CONTEXT:  Norman contemplates the challenges of celibacy as a foreign aid worker


NORMAN:  Anyway that's what it boils down to.  I'm just not sure what I would do, away from home so long, all on my own.

JEAN-PAUL:  If that becomes a problem, do what everyone else does.

NORMAN:  What's that?

(long pause, then Norman looks shocked)

NORMAN:  You’re not suggesting that Globalcare are a bunch of wankers.

JEAN-PAUL:  (pointedly)  We have been called worse.

NORMAN:  Um.  But seriously - taking the problem in hand?  Tossing the caber?  Is that what you call self restraint?

JEAN-PAUL:  Call it anything you like, as long as it doesn't make you late for breakfast.

NORMAN:  Jokes aside, you say you're a Christian.  Isn't it a sin?

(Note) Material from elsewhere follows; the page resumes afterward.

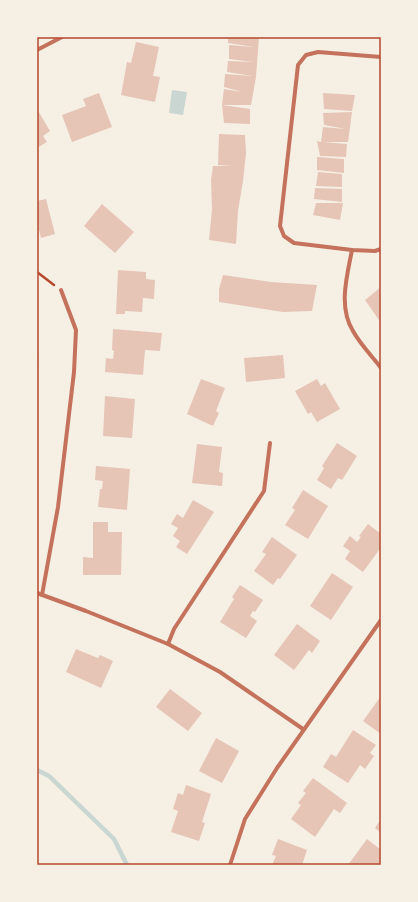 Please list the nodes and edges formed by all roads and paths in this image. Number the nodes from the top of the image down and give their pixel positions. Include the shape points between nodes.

JEAN-PAUL:  Who is in charge of your life, Monsieur Tate?  When you stand before your Maker, which would you rather say:  "I fed a thousand starving children", or "I didn't ever - what you call it - jerk off".  It is ludicrous, surely.

NORMAN:  Um.

JEAN-PAUL:  It is not compulsory of course.

NORMAN:  And you don't have to attend group sessions?

JEAN-PAUL:  I assure you I would not be participating.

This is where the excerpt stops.